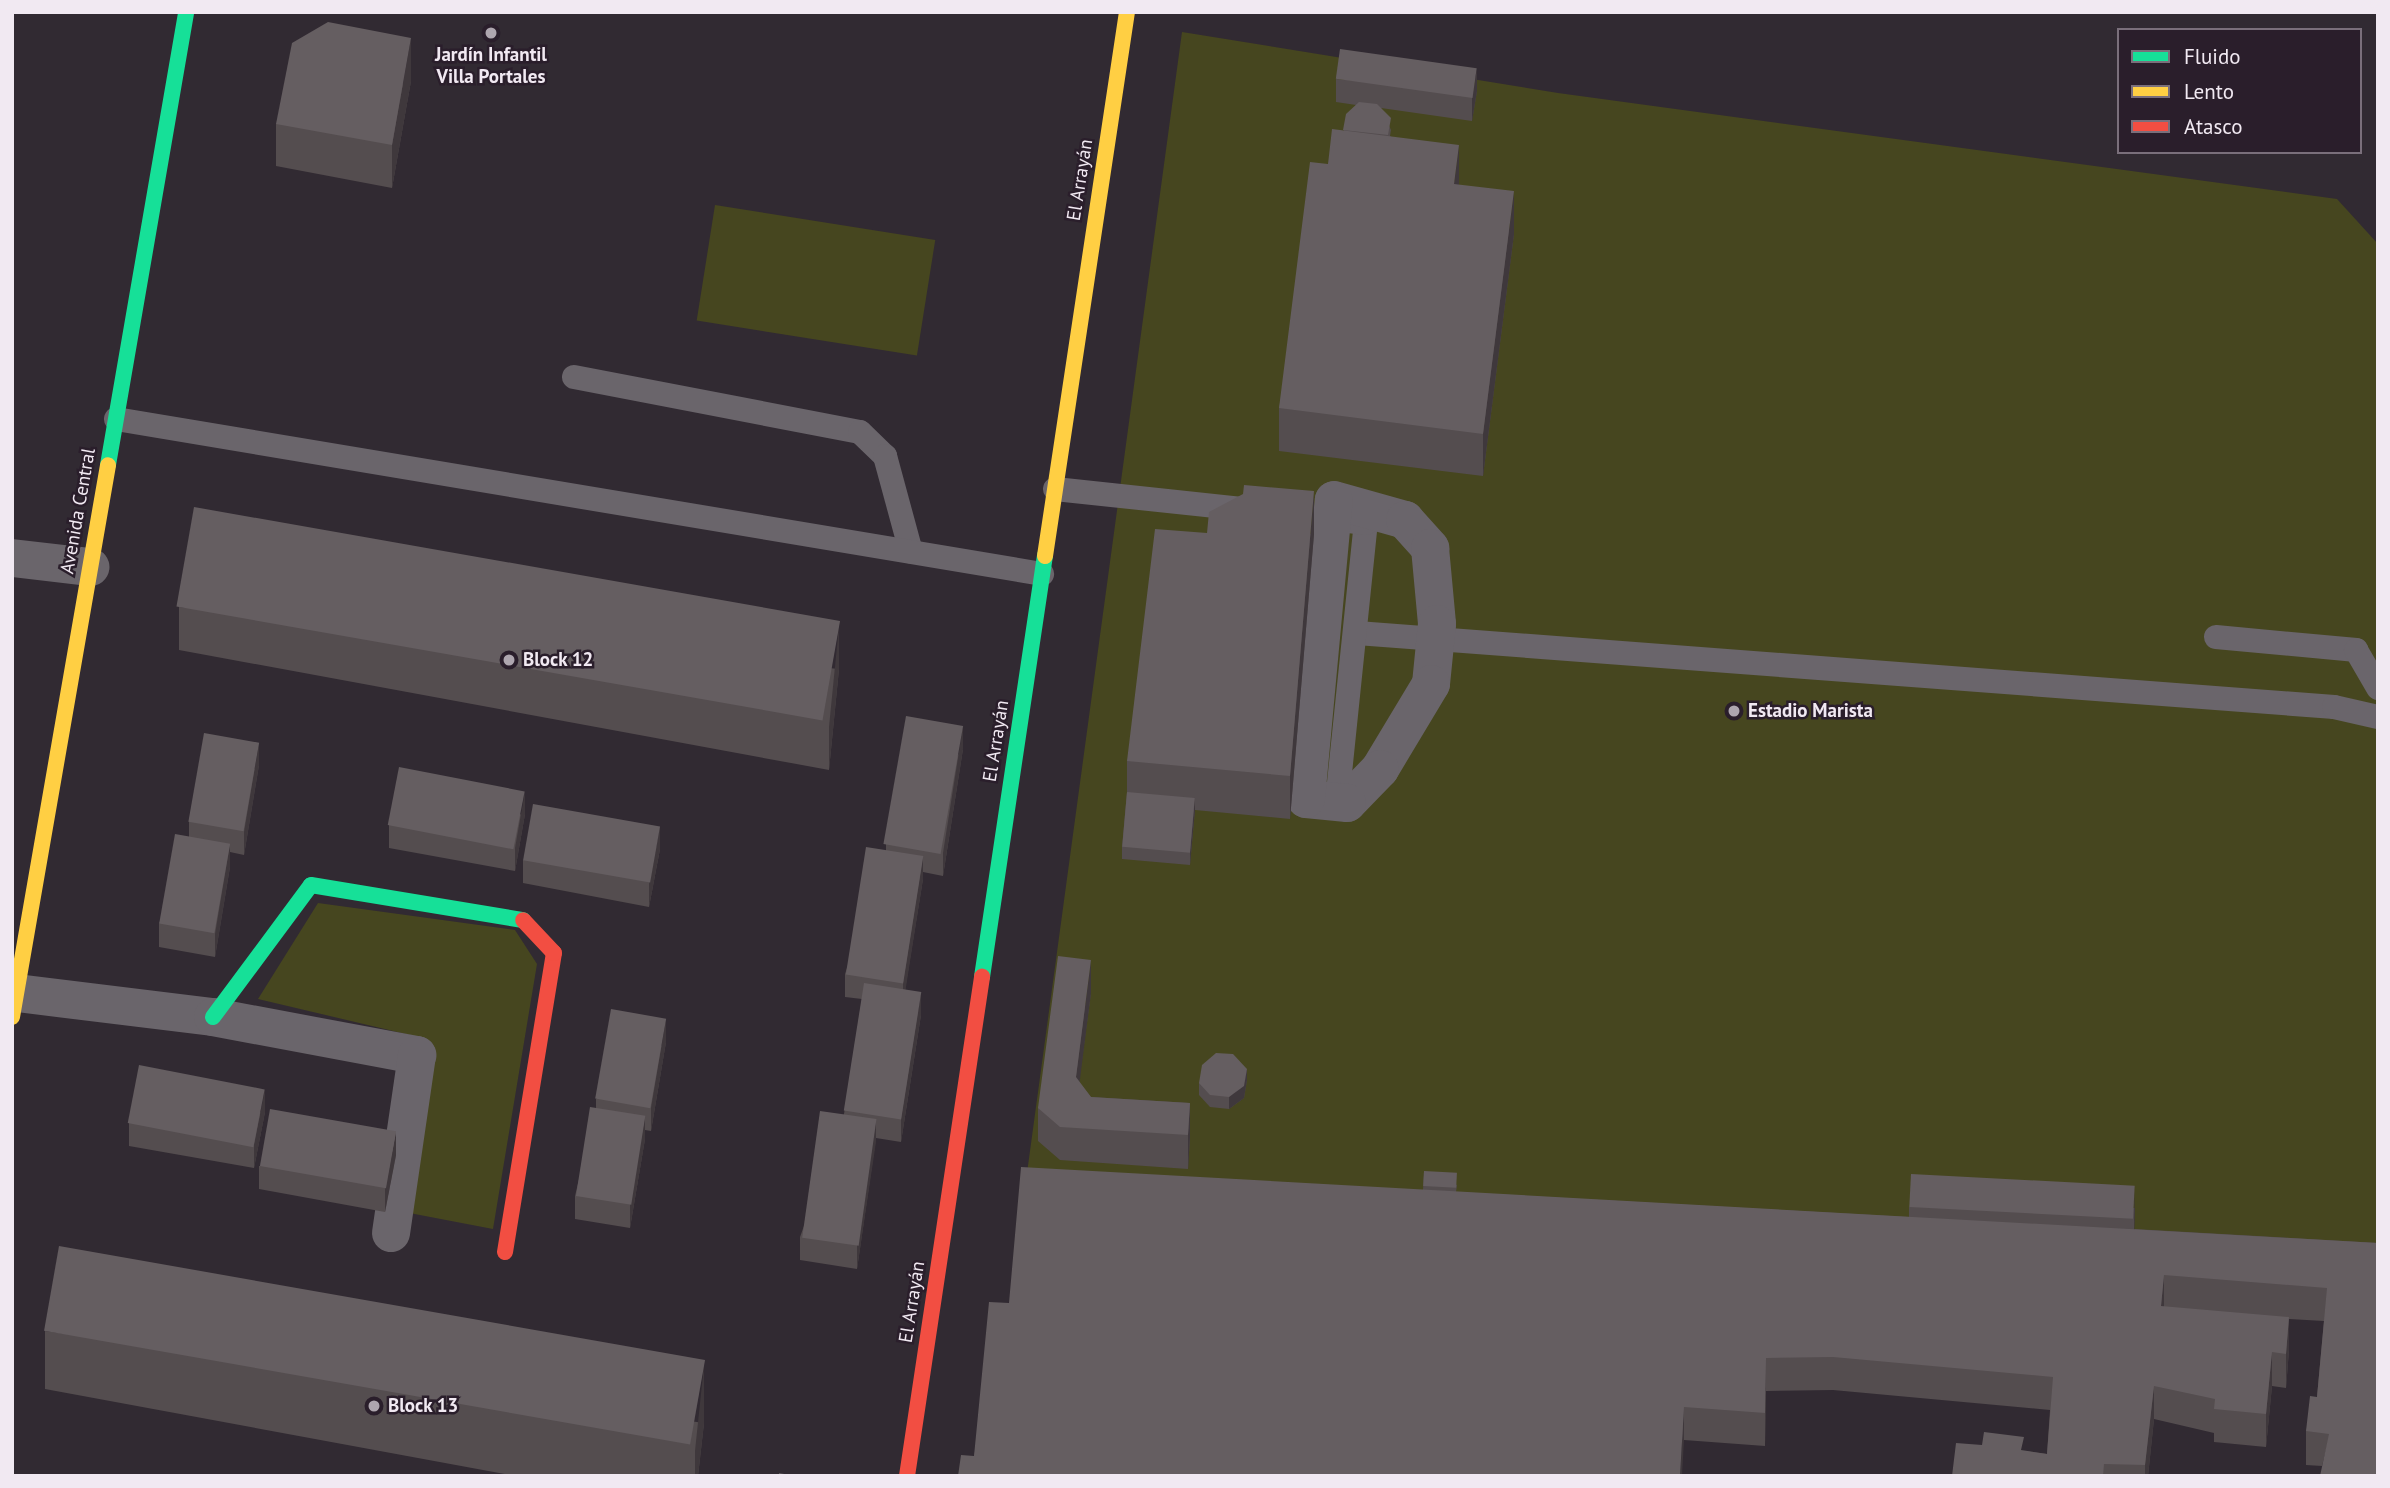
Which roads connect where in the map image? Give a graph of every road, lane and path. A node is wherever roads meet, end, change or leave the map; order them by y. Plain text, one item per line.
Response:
1 (187, 12) edge
2 (1127, 12) edge
3 (574, 377) dead end
4 (116, 419) junction
5 (1055, 489) junction
6 (1280, 514) edge
7 (1320, 518) junction
8 (911, 552) junction
9 (12, 558) edge
10 (90, 568) junction
11 (1042, 574) junction
12 (1357, 633) junction
13 (2216, 637) dead end
14 (1436, 638) junction
15 (2378, 688) edge
16 (2378, 718) edge
17 (1337, 802) junction
18 (20, 923) edge
19 (14, 1005) edge
20 (213, 1017) junction
21 (391, 1233) dead end
22 (505, 1252) dead end
23 (907, 1476) edge

1 - 4 street, Avenida Central
2 - 5 street, El Arrayán
3 - 8 lane
4 - 8 lane
4 - 10 street, Avenida Central
5 - 6 lane
5 - 11 street, El Arrayán
7 - 12 lane
7 - 14 street
7 - 17 street
8 - 11 lane
9 - 10 street
10 - 18 street, Avenida Central
11 - 23 street, El Arrayán
12 - 14 lane
12 - 17 lane
13 - 15 lane
14 - 16 lane
14 - 17 street
18 - 19 street, Avenida Central
19 - 20 street
20 - 21 street
20 - 22 street

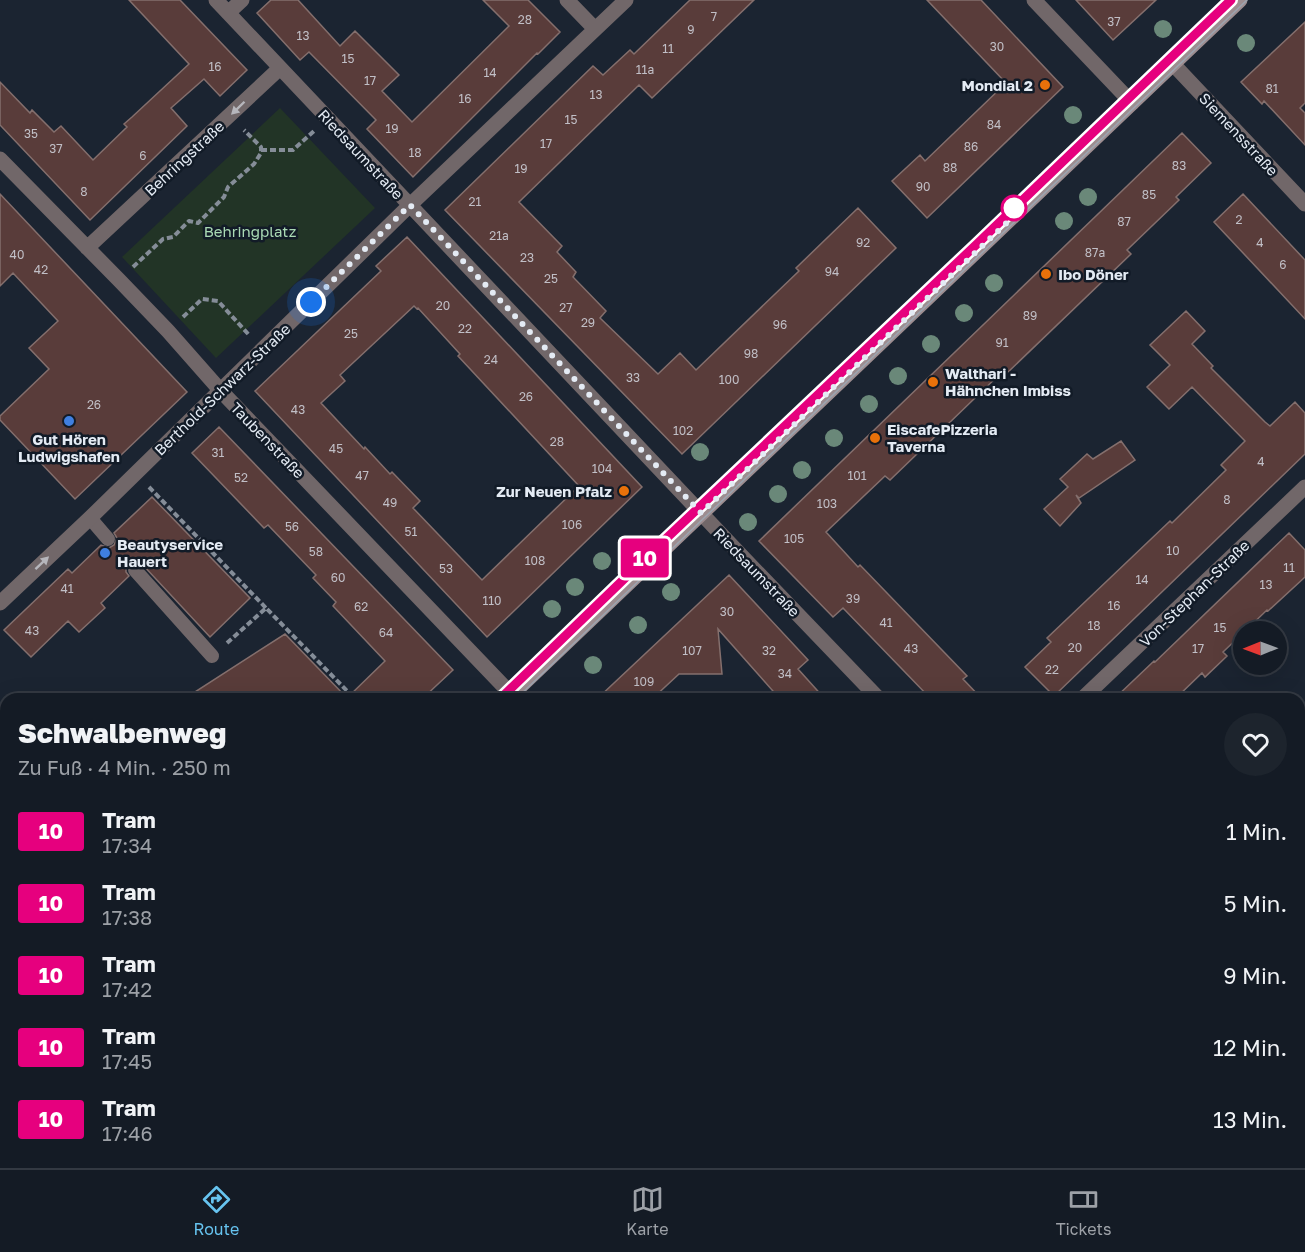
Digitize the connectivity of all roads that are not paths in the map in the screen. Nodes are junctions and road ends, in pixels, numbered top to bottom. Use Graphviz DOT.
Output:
graph roads {
  1 [pos="216,0"];
  2 [pos="242,0"];
  3 [pos="567,0"];
  4 [pos="626,0"];
  5 [pos="1034,0"];
  6 [pos="1240,0"];
  7 [pos="228,13"];
  8 [pos="595,29"];
  9 [pos="1173,64"];
  10 [pos="280,68"];
  11 [pos="1132,103"];
  12 [pos="0,159"];
  13 [pos="1305,204"];
  14 [pos="410,205"];
  15 [pos="87,248"];
  16 [pos="220,390"];
  17 [pos="1305,487"];
  18 [pos="701,513"];
  19 [pos="90,518"];
  20 [pos="108,539"];
  21 [pos="135,570"];
  22 [pos="0,603"];
  23 [pos="212,656"];
  24 [pos="506,693"];
  25 [pos="514,693"];
  26 [pos="873,693"];
  27 [pos="1088,693"];
  1 -- 7 [label="street, Riedsaumstraße"];
  2 -- 7 [label="street"];
  3 -- 8 [label="street"];
  4 -- 8 [label="street, Berthold-Schwarz-Straße"];
  5 -- 11 [label="street"];
  6 -- 9 [label="street"];
  7 -- 10 [label="street, Riedsaumstraße"];
  8 -- 14 [label="street, Berthold-Schwarz-Straße"];
  9 -- 11 [label="street"];
  9 -- 13 [label="street, Siemensstraße"];
  10 -- 14 [label="street, Riedsaumstraße"];
  10 -- 15 [label="street, Behringstraße, one-way"];
  11 -- 18 [label="street"];
  12 -- 15 [label="street, Taubenstraße"];
  14 -- 16 [label="street, Berthold-Schwarz-Straße"];
  14 -- 18 [label="street, Riedsaumstraße"];
  15 -- 16 [label="street, Taubenstraße"];
  16 -- 19 [label="street, Berthold-Schwarz-Straße"];
  16 -- 24 [label="street, Taubenstraße"];
  17 -- 27 [label="street, Von-Stephan-Straße"];
  18 -- 25 [label="street"];
  18 -- 26 [label="street, Riedsaumstraße"];
  19 -- 20 [label="lane"];
  22 -- 19 [label="street, Berthold-Schwarz-Straße, one-way"];
  21 -- 23 [label="lane"];
}
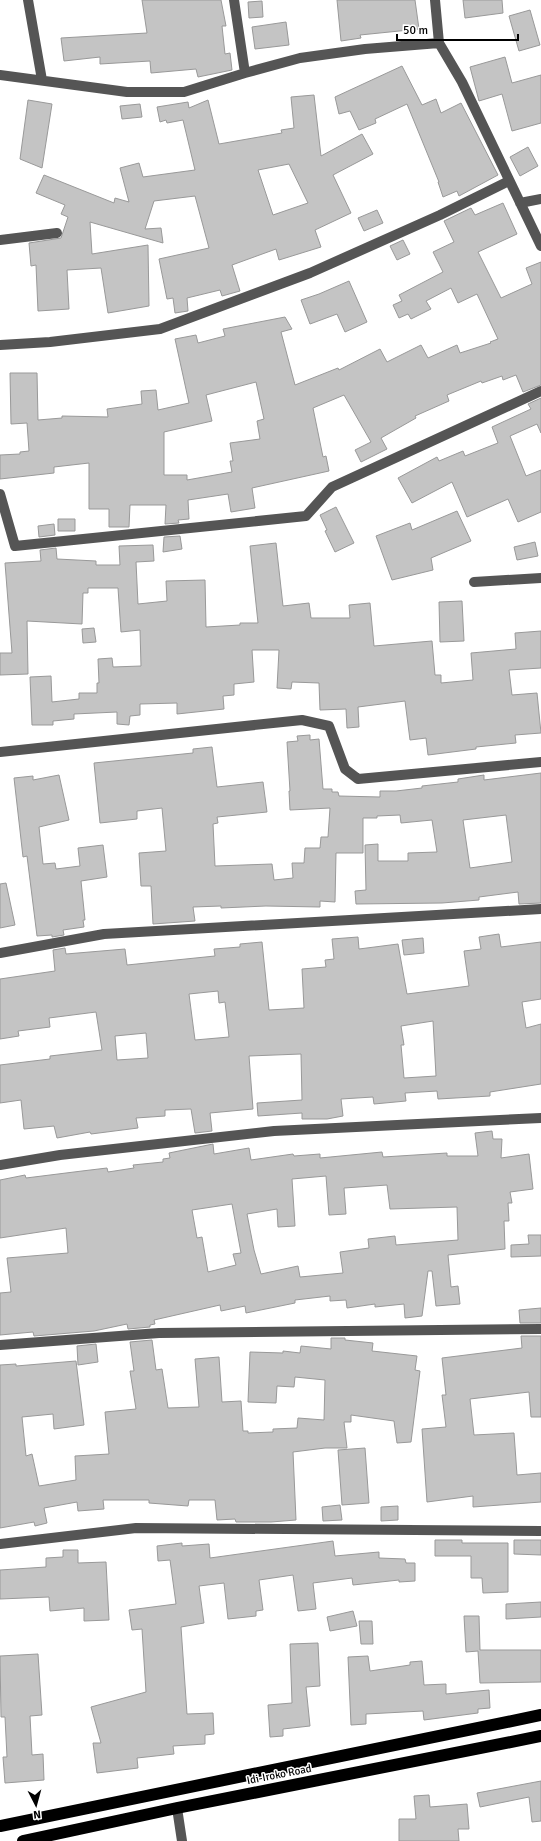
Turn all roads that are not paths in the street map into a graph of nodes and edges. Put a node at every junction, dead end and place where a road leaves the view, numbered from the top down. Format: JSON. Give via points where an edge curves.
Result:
———
Pictures appear in the records above. Output everything except them, exactly.

Which roads connect where in the map image? Give a graph of every road, lane and path. A node is wherever roads meet, end, change or leave the map; order them by y. Plain text, one item per line.
Response:
1 (187, 12) edge
2 (1127, 12) edge
3 (574, 377) dead end
4 (116, 419) junction
5 (1055, 489) junction
6 (1280, 514) edge
7 (1320, 518) junction
8 (911, 552) junction
9 (12, 558) edge
10 (90, 568) junction
11 (1042, 574) junction
12 (1357, 633) junction
13 (2216, 637) dead end
14 (1436, 638) junction
15 (2378, 688) edge
16 (2378, 718) edge
17 (1337, 802) junction
18 (20, 923) edge
19 (14, 1005) edge
20 (213, 1017) junction
21 (391, 1233) dead end
22 (505, 1252) dead end
23 (907, 1476) edge

1 - 4 street, Avenida Central
2 - 5 street, El Arrayán
3 - 8 lane
4 - 8 lane
4 - 10 street, Avenida Central
5 - 6 lane
5 - 11 street, El Arrayán
7 - 12 lane
7 - 14 street
7 - 17 street
8 - 11 lane
9 - 10 street
10 - 18 street, Avenida Central
11 - 23 street, El Arrayán
12 - 14 lane
12 - 17 lane
13 - 15 lane
14 - 16 lane
14 - 17 street
18 - 19 street, Avenida Central
19 - 20 street
20 - 21 street
20 - 22 street

Digitize the connectivity of all roads that are not paths in the map in the screen. Nodes are junctions and road ends, in pixels, numbered top to bottom. Use Graphviz DOT.
Output:
graph roads {
  1 [pos="216,0"];
  2 [pos="242,0"];
  3 [pos="567,0"];
  4 [pos="626,0"];
  5 [pos="1034,0"];
  6 [pos="1240,0"];
  7 [pos="228,13"];
  8 [pos="595,29"];
  9 [pos="1173,64"];
  10 [pos="280,68"];
  11 [pos="1132,103"];
  12 [pos="0,159"];
  13 [pos="1305,204"];
  14 [pos="410,205"];
  15 [pos="87,248"];
  16 [pos="220,390"];
  17 [pos="1305,487"];
  18 [pos="701,513"];
  19 [pos="90,518"];
  20 [pos="108,539"];
  21 [pos="135,570"];
  22 [pos="0,603"];
  23 [pos="212,656"];
  24 [pos="506,693"];
  25 [pos="514,693"];
  26 [pos="873,693"];
  27 [pos="1088,693"];
  1 -- 7 [label="street, Riedsaumstraße"];
  2 -- 7 [label="street"];
  3 -- 8 [label="street"];
  4 -- 8 [label="street, Berthold-Schwarz-Straße"];
  5 -- 11 [label="street"];
  6 -- 9 [label="street"];
  7 -- 10 [label="street, Riedsaumstraße"];
  8 -- 14 [label="street, Berthold-Schwarz-Straße"];
  9 -- 11 [label="street"];
  9 -- 13 [label="street, Siemensstraße"];
  10 -- 14 [label="street, Riedsaumstraße"];
  10 -- 15 [label="street, Behringstraße, one-way"];
  11 -- 18 [label="street"];
  12 -- 15 [label="street, Taubenstraße"];
  14 -- 16 [label="street, Berthold-Schwarz-Straße"];
  14 -- 18 [label="street, Riedsaumstraße"];
  15 -- 16 [label="street, Taubenstraße"];
  16 -- 19 [label="street, Berthold-Schwarz-Straße"];
  16 -- 24 [label="street, Taubenstraße"];
  17 -- 27 [label="street, Von-Stephan-Straße"];
  18 -- 25 [label="street"];
  18 -- 26 [label="street, Riedsaumstraße"];
  19 -- 20 [label="lane"];
  22 -- 19 [label="street, Berthold-Schwarz-Straße, one-way"];
  21 -- 23 [label="lane"];
}
Turn all roads that are not paths in the street map into a graph of nodes and edges. Put a node at every junction, dead end and place where a road leaves the view, numbered from the top down. Format: JSON. Give via points where an edge curves.
Result:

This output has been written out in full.